As an atheist, I find it necessary to do some translation when reading the idealists.  When the idealist talks about the Absolute this is usually a thinly disguised notion of God.  The idealists consider The Absolute the ground of existence.  Some, for example F. H. Jacobi, saw it as a ground that cannot be articulated.  A possible translation of this idea into terms that make sense to an atheist is that when we achieve the experience of freedom we sense oneness with the matter at hand, and in a way that cannot be articulated except through metaphor.

In Breazeale's article on Fichte he writes, that for Fichte: 


"the systematic unity of the Critical philosophy—specifically, the unity of theoretical and practical reason, of the First and Second Critiques—was insufficiently evident in Kant's own presentation of his philosophy and that the most promising way to display the unity in question would be to provide both theoretical and practical philosophy with a common foundation. The first task for philosophy, Fichte therefore concluded, is to discover a single, self-evident starting point or first principle from which one could then somehow “derive” both theoretical and practical philosophy, which is to say, our experience of ourselves as finite cognizers and as finite agents.

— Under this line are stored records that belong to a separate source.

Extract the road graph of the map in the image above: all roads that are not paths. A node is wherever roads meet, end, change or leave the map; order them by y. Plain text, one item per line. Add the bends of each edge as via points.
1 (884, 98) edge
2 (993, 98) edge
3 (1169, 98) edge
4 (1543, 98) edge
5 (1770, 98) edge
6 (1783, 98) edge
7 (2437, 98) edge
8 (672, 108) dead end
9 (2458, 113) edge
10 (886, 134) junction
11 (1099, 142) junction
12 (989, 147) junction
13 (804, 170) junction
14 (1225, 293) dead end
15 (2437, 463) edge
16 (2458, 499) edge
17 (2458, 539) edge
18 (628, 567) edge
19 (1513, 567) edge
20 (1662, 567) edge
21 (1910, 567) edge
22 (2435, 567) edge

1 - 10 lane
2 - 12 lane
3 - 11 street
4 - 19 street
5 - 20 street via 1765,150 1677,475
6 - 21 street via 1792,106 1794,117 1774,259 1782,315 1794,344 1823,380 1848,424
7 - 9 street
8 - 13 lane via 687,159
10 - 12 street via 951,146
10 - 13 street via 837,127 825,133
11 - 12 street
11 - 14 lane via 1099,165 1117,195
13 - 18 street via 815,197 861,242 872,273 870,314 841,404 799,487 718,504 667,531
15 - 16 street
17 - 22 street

Not only would such a strategy guarantee the systematic unity of philosophy itself, but, more importantly, it would also display what Kant hinted at but never demonstrated: viz., the underlying unity of reason itself." (op. cit.)


This seems right to me, but my question to Fichte is:  why limit the need to combining theoretical and practical philosophy (only the first two of Kant's three great critiques)?  Isn't it necessary to derive theoretical, practical and critical judgment (aesthetic) together:  only this would "guarantee the systematic unity of philosophy itself" and also, I suspect, the "underlying unit of reason itself."  But this would involve experiencing ourselves not just as finite cognizers and agents but as both finite and infinite:  finite, since conditioned by our lives, and infinite insofar as we are able to use our creative imaginations to transcend our lives, inasmuch as we are able to experience creative flow and engage with the world in this way. 

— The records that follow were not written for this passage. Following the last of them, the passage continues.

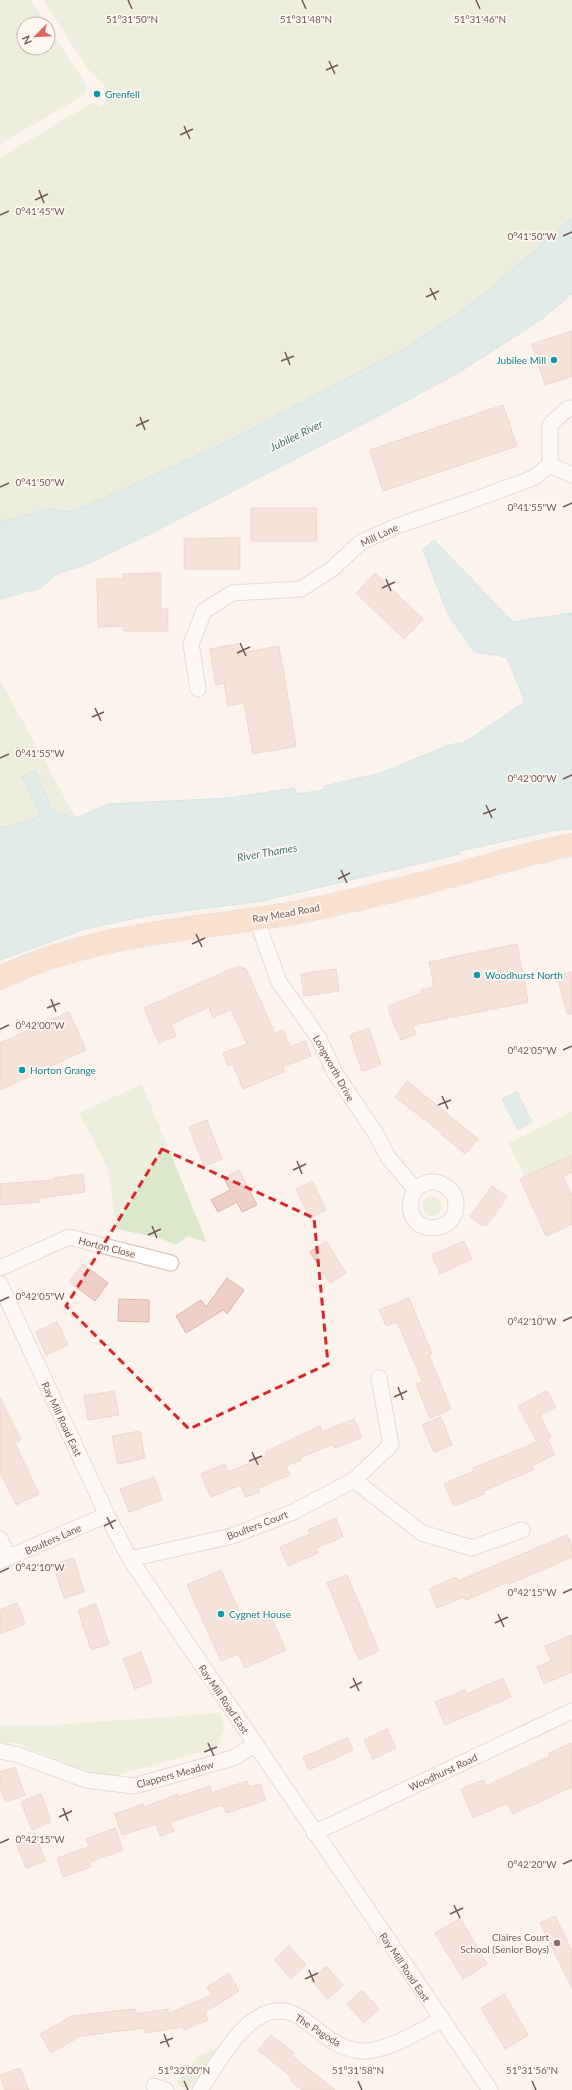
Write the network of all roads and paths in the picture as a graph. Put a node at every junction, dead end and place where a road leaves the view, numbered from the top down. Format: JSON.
{"nodes":[{"id":1,"x":572,"y":408,"type":"edge"},
{"id":2,"x":550,"y":465,"type":"junction"},
{"id":3,"x":572,"y":475,"type":"edge"},
{"id":4,"x":198,"y":689,"type":"dead end"},
{"id":5,"x":572,"y":845,"type":"edge"},
{"id":6,"x":256,"y":918,"type":"junction"},
{"id":7,"x":0,"y":978,"type":"edge"},
{"id":8,"x":415,"y":1189,"type":"dead end"},
{"id":9,"x":171,"y":1263,"type":"dead end"},
{"id":10,"x":0,"y":1268,"type":"edge"},
{"id":11,"x":0,"y":1284,"type":"edge"},
{"id":12,"x":379,"y":1378,"type":"dead end"},
{"id":13,"x":354,"y":1480,"type":"junction"},
{"id":14,"x":106,"y":1516,"type":"junction"},
{"id":15,"x":522,"y":1530,"type":"dead end"},
{"id":16,"x":0,"y":1540,"type":"edge"},
{"id":17,"x":130,"y":1559,"type":"junction"},
{"id":18,"x":4,"y":1560,"type":"edge"},
{"id":19,"x":572,"y":1711,"type":"edge"},
{"id":20,"x":255,"y":1745,"type":"junction"},
{"id":21,"x":0,"y":1751,"type":"edge"},
{"id":22,"x":314,"y":1833,"type":"junction"},
{"id":23,"x":441,"y":2020,"type":"junction"},
{"id":24,"x":200,"y":2090,"type":"edge"},
{"id":25,"x":490,"y":2090,"type":"edge"}],
"edges":[{"from":1,"to":2,"type":"street"},
{"from":2,"to":3,"type":"street"},
{"from":2,"to":4,"type":"street","name":"Mill Lane"},
{"from":5,"to":6,"type":"main road","name":"Ray Mead Road"},
{"from":6,"to":7,"type":"main road","name":"Ray Mead Road"},
{"from":6,"to":8,"type":"street","name":"Longworth Drive"},
{"from":9,"to":10,"type":"street","name":"Horton Close"},
{"from":11,"to":14,"type":"street","name":"Ray Mill Road East"},
{"from":12,"to":13,"type":"street","name":"Boulters Court"},
{"from":13,"to":15,"type":"street"},
{"from":13,"to":17,"type":"street","name":"Boulters Court"},
{"from":14,"to":17,"type":"street","name":"Ray Mill Road East"},
{"from":14,"to":18,"type":"street","name":"Boulters Lane"},
{"from":16,"to":18,"type":"street"},
{"from":17,"to":20,"type":"street","name":"Ray Mill Road East"},
{"from":19,"to":22,"type":"street","name":"Woodhurst Road"},
{"from":20,"to":21,"type":"street","name":"Clappers Meadow"},
{"from":20,"to":22,"type":"street","name":"Ray Mill Road East"},
{"from":22,"to":23,"type":"street","name":"Ray Mill Road East"},
{"from":23,"to":24,"type":"street","name":"The Pagoda"},
{"from":23,"to":25,"type":"street","name":"Ray Mill Road East"}]}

Breazeale also says that Fichte believed that what Kant called “intellectual intuition,” "though certainly justified as a denial of the possibility of any non-sensory awareness of external objects, is nevertheless difficult to reconcile with certain other Kantian doctrines regarding the I's immediate presence to itself both as a (theoretically) cognizing subject (the doctrine of the transcendental apperception) and as a (practically) striving moral agent (the doctrine of the categorical imperative)."  Yes, there can be no intellectual intuition as non-sensory awareness of external objects, but there can be as awareness of essences that are as much constructed as revealed, that awareness being fundamentally tied to the body, i.e. to ourselves as sensing beings, a being that is not only cognizing and practically striving but also self-expressing through making and through active perception. 

I also like Fichte's view, also described by Berazeale, that we need to assume freedom as the starting point of our system of thinking, while at the same time recognizing the legitimacy of skepticism concerning this freedom.  (Of course, I understand freedom not in the Kantian way as acting according the the laws of practical reason, but as experiencing creative flow.  This can also happen in the realm of practical reason however.  It is not limited to art and aesthetic experience.  I am thinking specifically right now of the life of Grace Lee Boggs  Chinese-American philosopher recently featured on the PBS series P.O.V.  "American Revolutionary:  The Evolution of Grace Lee Boggs" June 30, 2014.  Boggs is a Socratic hero in that she uses (she is 99 years old!) the power of philosophical dialogue to challenge assumptions as she engages in a lifelong revolutionary struggle.)  

It is a shame that Fichte said nothing original about art or aesthetics since this has led to neglect of his metaphysical position by aestheticians and philosophers of art.